Wednesday, June 24, 2009

Not going away mad, just going away


At 3.30am this very morn, I was woken from my chardonnay-laced slumber by the sounds of someone trying to break into my flat. I lay in the dark staring at the outline of someone at my (first-floor) bedroom window, attempting to lift the sash which I knew was unlocked because I am stupid. At the start I was literally frozen with terror, I could move my eyes but nothing else responded. Every nightmarish headline I have ever read flashed through my mind. Had anyone else been in my flat at the time, had I not spent much of the evening getting drunk in front of sadistic serial killer television programme Criminal Minds, I might possibly have reacted in a more sensible or logical way than I did, which was wait until the sash began to creak, freak out entirely and throw my lamp at the window.
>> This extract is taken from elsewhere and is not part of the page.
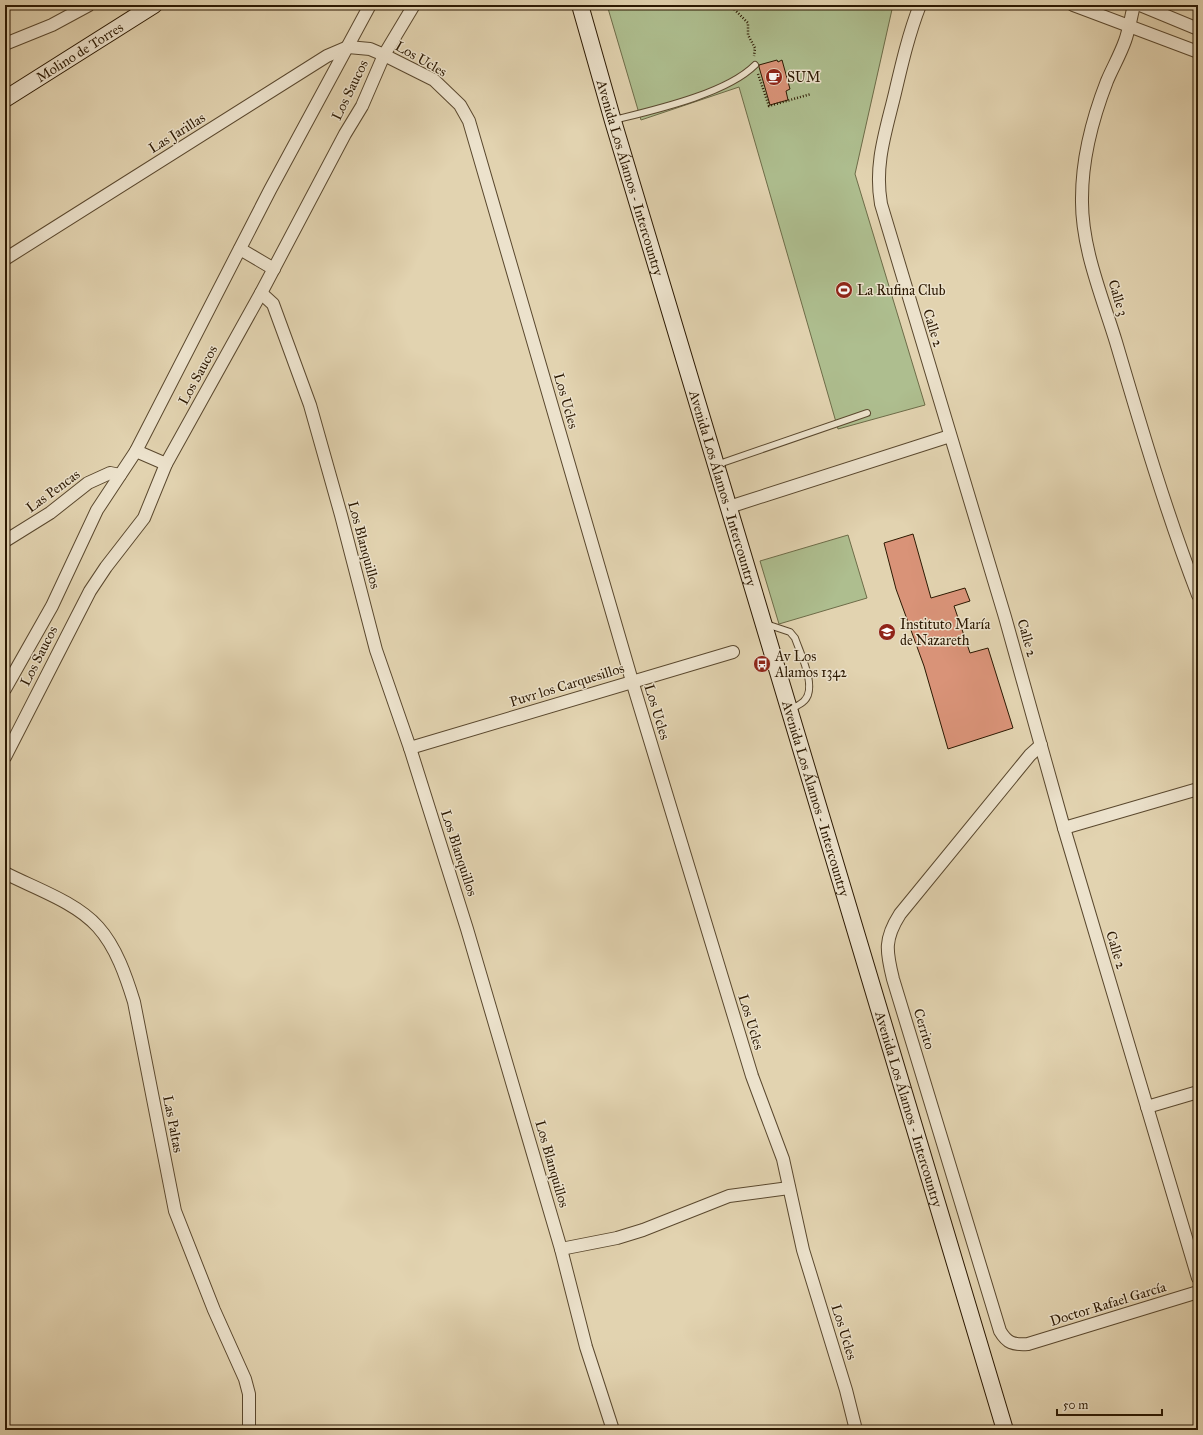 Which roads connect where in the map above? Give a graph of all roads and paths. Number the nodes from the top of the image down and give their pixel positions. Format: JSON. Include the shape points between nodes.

At which my neighbour – for it was he – fell backwards off the porch roof he was delicately balancing on and crashed straight onto the pavement below, fortunately breaking his fall by semi-landing on the wheelie-bins. Let’s face it, Hotch and Reid would not have been impressed.

Thus it was that I ended up waking half the street, having to call an ambulance and sitting with the poor guy who was completely off his tits on something or another, and considering his English is extremely poor when he’s stone cold sober and not out of his head on drugs and extreme back pain, I don’t think either of us understood a word the other said, apart from general (and, on his part, I think very generous) sentiments of apology and mistakes. He is fine now, and will likely remember his key from now on, as that was the cause for him to stage an unsuccessful break-in on what he believed to be his own flat. Even though his flat is actually the floor above ours, but really, at 3.30am while tripping, I guess that can happen to anyone.
Anyway, such moments I think provide moment of thought. I wasn’t in any danger from my wayward Polish Arthur J Raffles, but the point is from the moment I realised someone was at my window, the fear that gripped me was of the dawn of a new part of my life so dreadful that all the little nuisances and irritations currently plaguing me were non-issues. For one thing, I might have been dead, but weirdly that didn’t scare me quite as much as the prospect of what he might do to me before that. In other words, things slip into perspective.

Breaking up is never easy to do, or so I have heard. Certainly personal experience has always backed up this hypothesis. Breaking up is even harder when it is more or less entirely by mutual consent. It means the tedious business of sorting out the bureaucracy – bills, Wii games, driving licences, internet subscriptions – everything that needs to be changed or shared becomes a ridiculously overly-emphasised game of swapping platitudes. Elaborate politeness can only stretch so far across the Atlantic, but we are doing our best. Because basically I’m the one doing the practical stuff and let me tell you that is the exact the opposite of how things have been done for years in this partnership.

The last few weeks have not been an unmitigated joy, with general feelings of guilt, personal recrimination and regrets swilling around in a heady cocktail concluding in last night’s plunge into a vino coma drooling in front of Aaron Hotchner breaking doors down in his FBI vest while waving his gun. One sentiment which I took in even before my brush with death was a quote mentioned in the show from Rosencratz and Guildenstern are Dead: “We cross our bridges and burn them behind us, with nothing to show for our progress except a memory of the smell of smoke and a presumption that once our eyes watered”. At the time, I heard it in a pessimistic, self-pitying sense, but post-great-cat-burglary I see it differently. I feel the loss strongly, but I’m okay. And I’ll be better. It is all good, and that memory of smoke and eyes watering are a good thing, not something to regret.

Although I’m going to start locking my windows now I’m by myself more.